Solvent extraction processes that use hydrocarbon solvents to extract bitumen from mined oil sands require little or no water, generate no wet tailings, and can achieve higher bitumen recovery than the existing Clark hot water extraction process or its variants. However, they requires a process for effective separation of solvent from the spent oil sands solids. This separated solvent may be recycled for use in extracting bitumen as the solvent extraction process continues. The separated oil sands solids may be used to form trafficable solids. Typical spent oil sands solids are in solid lump form, and contain water in the amount of about 5 weight percent, and solvent in the amount of about 5 to 10 weight percent. The solvent trapped in the spent oil sands solids is difficult to remove and recover.

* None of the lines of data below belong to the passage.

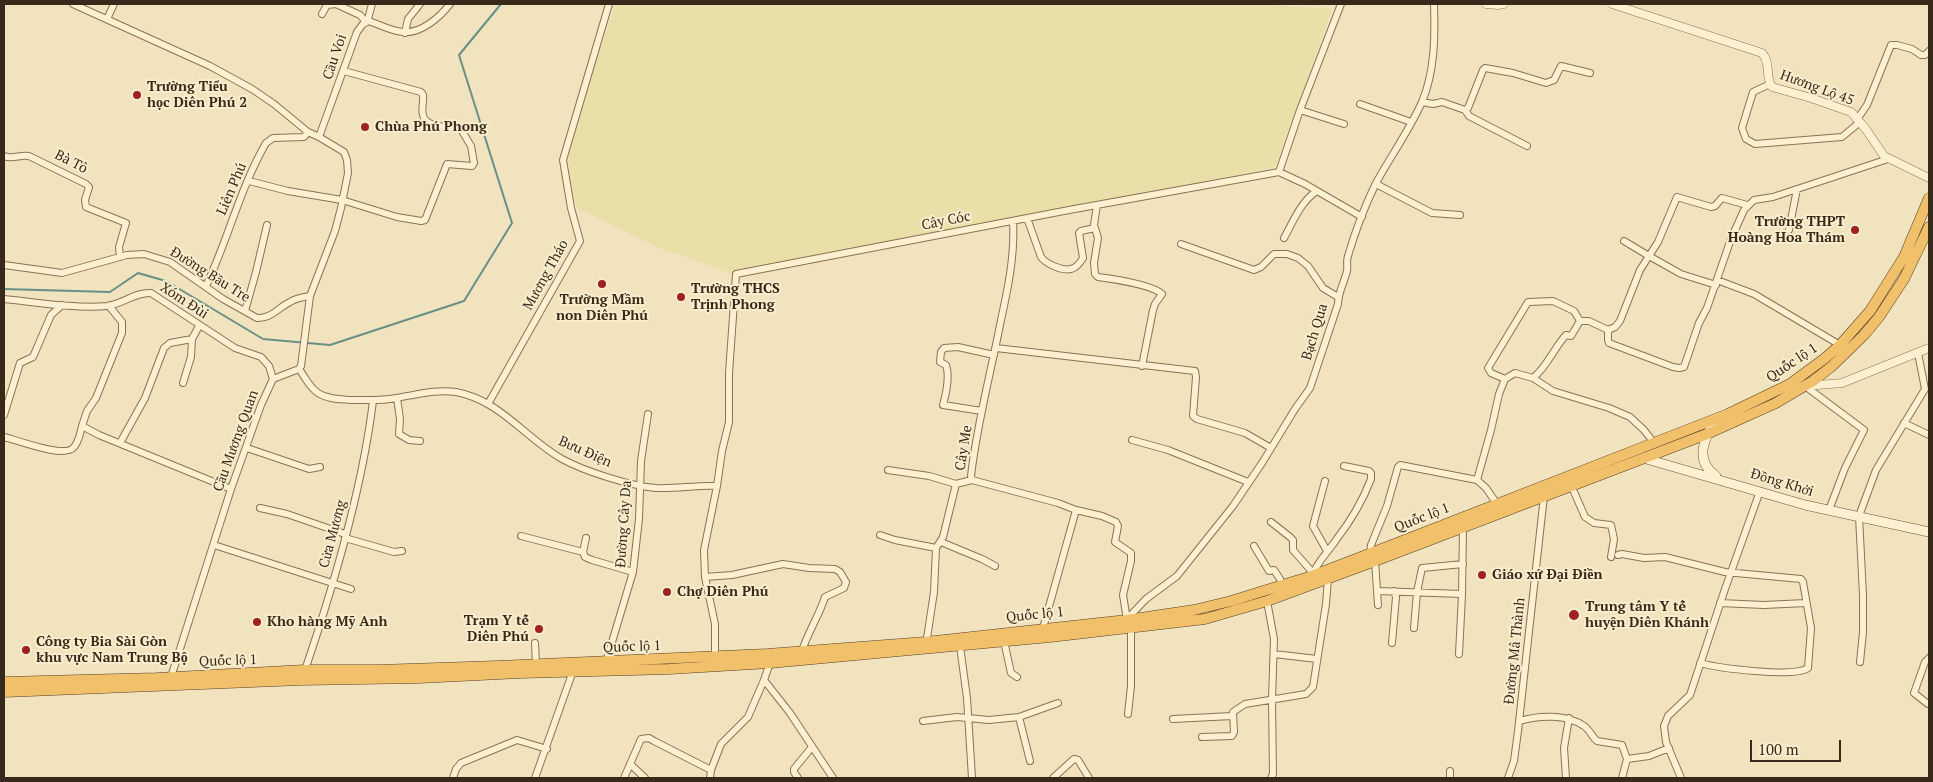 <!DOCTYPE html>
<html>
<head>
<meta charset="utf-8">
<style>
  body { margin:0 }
  #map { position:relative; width:1933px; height:782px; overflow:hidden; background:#f1e3bd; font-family:"PT Serif",serif }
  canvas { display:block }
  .frame { position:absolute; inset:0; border:5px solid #382a1b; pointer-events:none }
  .scale { position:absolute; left:1750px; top:740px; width:91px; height:22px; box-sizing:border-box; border:2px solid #382a1b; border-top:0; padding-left:6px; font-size:15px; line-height:18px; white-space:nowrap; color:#382a1b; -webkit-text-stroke:4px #f8edcd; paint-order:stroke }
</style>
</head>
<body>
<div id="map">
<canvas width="1933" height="782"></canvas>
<div class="frame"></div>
<div class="scale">100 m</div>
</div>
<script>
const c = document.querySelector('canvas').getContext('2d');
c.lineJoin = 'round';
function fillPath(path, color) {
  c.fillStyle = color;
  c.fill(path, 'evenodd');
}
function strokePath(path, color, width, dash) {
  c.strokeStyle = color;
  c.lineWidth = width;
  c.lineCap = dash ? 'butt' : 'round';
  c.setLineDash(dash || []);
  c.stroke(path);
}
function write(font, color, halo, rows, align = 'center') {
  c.font = font + ' "PT Serif",serif';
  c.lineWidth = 4;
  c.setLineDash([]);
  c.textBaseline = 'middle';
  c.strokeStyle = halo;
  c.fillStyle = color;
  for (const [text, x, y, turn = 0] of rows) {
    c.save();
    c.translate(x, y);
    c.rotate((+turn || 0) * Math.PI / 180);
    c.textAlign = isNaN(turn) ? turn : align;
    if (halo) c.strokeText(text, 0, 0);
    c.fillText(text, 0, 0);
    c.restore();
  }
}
const farmland = new Path2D(`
  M616 4H1253L1332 9 1275 167 1096 203 729 273 655 246 577 208 572 192 568 162 591 75Z`);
const stream = new Path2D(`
  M4 289 110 292 138 273 166 281 263 339 330 345 464 301 512 223 459 55 501 4`);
const minor = new Path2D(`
  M73 4 210 66 252 89 274 104 308 132 319 137 344 152 347 160 348 173 341 208 335 231 310 296 301 366 299 369 273 379 261 405 231 489 171 677
  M336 4 360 15 366 22
  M322 14 327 5 336 4
  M107 19 114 4
  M369 21 368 19 372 4
  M405 33 408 19 420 4
  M1770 84 1753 92 1742 128 1746 139 1755 144 1842 137 1860 122
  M1422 102 1433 104 1442 102 1465 110 1469 116 1527 146
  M1360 104 1411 122
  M1300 110 1344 124
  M1465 110 1468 108 1483 70 1485 68 1513 73 1546 83 1554 80 1561 66 1590 73
  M1858 118 1867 105 1891 45H1897L1912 49 1921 55H1925L1929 51
  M319 137 357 32 363 24 369 21C380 25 391 31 403 32 421 34 440 17 450 4
  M4 156C13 160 20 154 29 156L86 184 89 187 85 200 86 207 126 223 119 247 120 257
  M1279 172 1300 110 1341 4
  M249 181 288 191 342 200 397 217 421 221 425 220 447 164 472 166 474 163 471 146 462 131 459 128C450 127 425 128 423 115 421 109 424 102 423 95L421 92 344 71
  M1376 184 1432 213 1460 215
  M1097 205 1094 225 1098 238 1094 263 1095 274 1098 277C1113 279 1152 285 1162 294L1155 304 1153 310 1142 366
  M1027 218 1041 257C1046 264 1062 271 1071 269 1076 268 1080 263 1083 258L1079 233 1081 231 1095 228
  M1013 221C1015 255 1008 288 1001 320 991 372 977 423 971 476L972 480 1058 503 1076 510 1043 628
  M1789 230 1797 189
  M1284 238C1293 222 1301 201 1317 191
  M1624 241 1649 256 1658 242 1677 197 1711 207 1715 206 1722 198 1747 205
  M1181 244 1254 270 1261 267 1274 254H1287L1298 258 1308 266 1323 288 1338 297
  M4 265 62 273 127 255 144 254 170 262 223 299 257 318C271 319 279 307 290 302 296 298 303 297 310 296
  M1717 280 1754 294 1840 345
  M206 286C228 240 240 188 266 143L273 138 304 137 308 132
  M4 299C35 302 76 309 107 306 123 304 135 292 151 293L235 348 261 357 269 366 273 379
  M109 306 122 322V333L96 398 87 411 82 426 99 435 231 489
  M245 311 256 272 267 225
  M1608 330V340L1609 343 1673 367 1679 368 1684 367 1699 323 1707 308 1731 239 1744 210 1754 200 1773 197 1888 159
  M996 348 1195 371 1196 377 1193 416 1197 419 1245 433 1271 448
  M299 369C305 377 309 387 318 393 327 399 339 399 351 400 366 400 381 401 396 398 416 395 436 389 456 392 500 400 525 438 562 459 584 471 630 486 656 488 676 489 696 485 717 486L704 550 705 577 715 624V657
  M1533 378 1553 391 1609 408 1630 417 1644 430 1654 443
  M1505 379 1491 373 1488 368 1528 302 1553 301 1574 311 1580 321
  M183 383 191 357 192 339
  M1805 386 1864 430 1845 468 1829 510
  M397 398 400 419 399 434 409 440 420 441
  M488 404 580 241 571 208 563 160 609 4
  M982 411 943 405C946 394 950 376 946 365L940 362 941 352 944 348 958 347 994 355
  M4 415 20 363 33 357 51 315 62 305
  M1904 423 1929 435
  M4 437C17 440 63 458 73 448 79 443 80 433 82 426
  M1132 440 1168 450 1248 482
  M120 443 145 398 164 348 170 343 192 339 199 326
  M247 448 309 469 320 467
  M888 470 929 476 956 484
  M1325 481 1313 526 1327 551
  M1571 485 1585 517 1594 523 1611 525 1614 539 1611 557
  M717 486 722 451 729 422V373L736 274 1069 210 1279 172 1305 184 1362 217
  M1497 504 1486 488 1477 480 1491 430 1499 394 1505 379 1515 373 1533 378C1547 367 1554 348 1566 335L1571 336 1580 321H1589L1608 330 1615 327 1620 321 1640 270 1649 256 1681 274 1716 285
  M260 508 287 514 345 534
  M1076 510 1102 516 1116 522 1118 526 1115 542 1131 553V561L1123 595 1127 620
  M1271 522 1290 537 1293 540V550L1313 573
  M880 535 895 540 936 548
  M521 536 583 552
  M345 538 394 552 402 551
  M586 538 583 552 585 557 592 560 633 572
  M941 542 982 559 995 566
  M214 545 351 589
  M1254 546 1269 571 1274 570 1280 579 1282 586
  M1370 553 1371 545 1387 506 1398 467 1400 465 1477 480
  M1618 555 1622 554 1644 558 1665 557 1725 572 1801 579 1803 582 1811 628 1808 668C1794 678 1718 668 1700 663
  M1375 561 1378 605
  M1312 576C1317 562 1328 552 1336 540 1350 522 1363 500 1371 479V473L1369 471 1344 466
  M705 577 732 575 783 564 809 568 835 569 840 572 846 582 844 588 825 597C819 616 808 632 802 651
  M1378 591 1462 594
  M1267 601 1274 639 1272 699 1273 774 1271 778
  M1720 603 1764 605 1806 603
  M1127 619 1146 599 1177 576 1233 506 1262 463 1295 409 1310 388 1338 304C1338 293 1344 283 1347 271 1348 266 1346 261 1348 256 1355 232 1364 208 1375 185 1390 157 1409 131 1422 102 1435 71 1435 36 1434 4
  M1414 628 1417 592 1422 568 1463 564
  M1004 641 1011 673 1017 677
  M535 643 536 664
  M1392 643 1396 597 1394 591
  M926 645 934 592 936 548 943 537 956 484 972 480
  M960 646 967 698 972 778
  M1274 654 1317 659
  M1459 654 1462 595 1463 527
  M606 662 633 572 639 519 641 461 648 414
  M1860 662 1863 632V595L1859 516 1876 470 1925 389 1918 353
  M770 663 764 680 790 713 833 778
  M305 670C334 585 362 491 373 401
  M1928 704 1914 693 1925 662 1929 658
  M1128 714 1131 686V628
  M1019 717 1030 761
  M1173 719 1232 716
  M923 721 957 717 989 720 1019 717 1058 703
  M1520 721C1539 715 1567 714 1584 726 1590 730 1592 737 1597 741L1622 745 1627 759
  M1202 737 1232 736 1234 732 1233 712 1245 704 1306 694 1313 687 1326 604 1328 578
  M1627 759 1649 756 1669 748
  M630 764 645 778
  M453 778 456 769 461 763 517 740 547 749
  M535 778 573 671
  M624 778 641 739 649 738 654 741 711 770
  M710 778 711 770 721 744 748 717 764 680
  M798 778 794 772V769L812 747
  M1053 778 1074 759 1078 760 1089 778
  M1450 778V771
  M1508 778 1514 761 1518 731 1544 496
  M1566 778 1564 748 1569 718
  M1622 778 1627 759
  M1681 778 1666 742 1664 726 1668 716 1690 695 1725 589 1760 491`);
const tertiary = new Path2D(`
  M1486 4 1498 5 1504 4
  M1612 4 1762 53C1771 62 1765 77 1772 87L1811 98 1851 112 1865 128 1884 156 1929 178
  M1805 386 1842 383 1929 348`);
const secondary = new Path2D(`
  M1643 458 1805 505 1929 532
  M1716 476C1693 460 1705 437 1716 419`);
const trunk = new Path2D(`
  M4 682 157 678 305 670H378L498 666 767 654 926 642 1127 620 1194 610 1231 601 1312 576 1418 535 1728 414 1790 384 1824 359 1840 345 1870 311 1904 257 1929 198
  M4 692 301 680 419 678 520 673 669 669 770 663 1050 637 1205 619 1267 601 1375 561 1707 434 1776 403 1813 381 1831 367 1864 335 1879 317 1904 279 1929 227`);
const markers = [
  [137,95,5,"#9e221f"],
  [365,127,5,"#9e221f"],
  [1855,230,5,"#9e221f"],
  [602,284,5,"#9e221f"],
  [681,297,5,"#9e221f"],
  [1482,575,5,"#9e221f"],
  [667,592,5,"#9e221f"],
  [1574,615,6,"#9e221f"],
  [257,622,5,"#9e221f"],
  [539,629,5,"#9e221f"],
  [26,650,5,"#9e221f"]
];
const streetNames = [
  ["Cầu Voi",335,57,-71],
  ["Hương Lộ 45",1817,88,20],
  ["Bà Tô",71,162,27],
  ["Liên Phú",232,189,-67],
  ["Cây Cóc",946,221,-11],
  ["Đường Bầu Tre",210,275,32],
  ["Mương Tháo",546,275,-61],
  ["Xóm Đùi",184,301,33],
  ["Bạch Qua",1315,332,-73],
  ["Quốc lộ 1",1792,363,-34],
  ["Cầu Mương Quan",236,441,-70],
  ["Cây Me",964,448,-81],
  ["Bưu Điện",585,452,24],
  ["Đồng Khởi",1782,483,17],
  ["Quốc lộ 1",1422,518,-21],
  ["Đường Cây Da",624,524,-86],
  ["Cửa Mương",333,534,-75],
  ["Quốc lộ 1",1035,615,-6],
  ["Quốc lộ 1",632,647,-2],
  ["Đường Mâ Thành",1515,651,-84],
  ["Quốc lộ 1",228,661,-2]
];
const poiNames = [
  ["Trường Tiểu",147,87],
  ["học Diên Phú 2",147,103],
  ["Chùa Phú Phong",375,127],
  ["Trường THPT",1845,222,"right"],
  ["Hoàng Hoa Thám",1845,238,"right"],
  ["Trường THCS",691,289],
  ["Trịnh Phong",691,305],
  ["Trường Mầm",602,300,"center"],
  ["non Diên Phú",602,316,"center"],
  ["Giáo xứ Đại Điền",1492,575],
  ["Chợ Diên Phú",677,592],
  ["Trung tâm Y tế",1585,607],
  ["huyện Diên Khánh",1585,623],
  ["Trạm Y tế",529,621,"right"],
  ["Diên Phú",529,637,"right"],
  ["Kho hàng Mỹ Anh",267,622],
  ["Công ty Bia Sài Gòn",36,642],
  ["khu vực Nam Trung Bộ",36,658]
];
fillPath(farmland, '#e8dfa9');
strokePath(stream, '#689087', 2);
strokePath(minor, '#8a7354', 8);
strokePath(tertiary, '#8a7354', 9);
strokePath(secondary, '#6c5438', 10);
strokePath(trunk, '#574029', 11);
strokePath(minor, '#fcf0d0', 6);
strokePath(tertiary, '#fcf0d0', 8);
strokePath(secondary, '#fcf0d0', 9);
strokePath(trunk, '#f1c06a', 10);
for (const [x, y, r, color] of markers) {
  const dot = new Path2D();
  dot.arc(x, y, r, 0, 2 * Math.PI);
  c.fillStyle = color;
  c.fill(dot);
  strokePath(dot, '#f8edcd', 2);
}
write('14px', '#382a1b', '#f8edcd', streetNames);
write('bold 14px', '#382a1b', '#f8edcd', poiNames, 'left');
</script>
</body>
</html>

FIG. 1 shows a flow diagram of a process for recovering solvent from spent oil sands solids, as described in Canadian Patent No. 2,794,373 (Wu et al.). The process involves drying the solids using superheated steam to vaporize solvent and water. The vapor is compressed and condensed in the hot side of a first heat exchanger to produce condensates including condensed hot water, condensed solvent, and uncondensed vapor. The condensed hot water and condensed solvent are separated from the uncondensed vapor in a first separator. Hot water is flowed through the cold side of the first heat exchanger to produce near-saturated steam. The near saturated steam is superheated in a second heat exchanger to produce the superheated steam for drying the solids. Uncondensed vapor from the first separator can be further condensed in a third heat exchanger to produce warm water, recovered solvent, and uncondensed off gas. The uncondensed off gas can be separated in a second separator. Some of the warm water is combined with the hot water to produce the near-saturated steam for superheating. The off gas is oil scrubbed or combusted prior to release to the atmosphere.
The process described by Wu et al. can effectively recover solvents form spent oil sands solids. However, a substantial amount of energy is needed to produce the condensates by compressing the vapor by a compression ratio in the range of 1.3 to 2.5. Compression is needed to raise the dew point of the vapor above 100° C. so that there is a temperature difference between condensing vapor on the hot side and vaporizing water on the cold side. However, compression of the vapor substantially raises the temperature of the vapor due to the adiabatic effect. While some of the heat in the vapor is transferred to the steam which is used in drying the solids, excess steam production wastes energy. Furthermore, higher vapor temperature needs to be brought down to its dew point prior to condensation in the heat exchanger. While the heat transfer coefficient for vapor condensation is high, the heat transfer coefficient for gas/vapor cooling is quite low. This increases the heat exchanging area required of the first heat exchanger, and hence the capital cost of the heat exchanger.
Commercial application of the solvent recovery process described in Wu et al. would benefit from improvements, including improvements in energy efficiency. For large-scale oil sands operations involving throughput rates on the magnitude of 8000 tonnes per hour of mined oil sands, even incremental gains in energy efficiency can substantially impact absolute energy consumption and operating costs.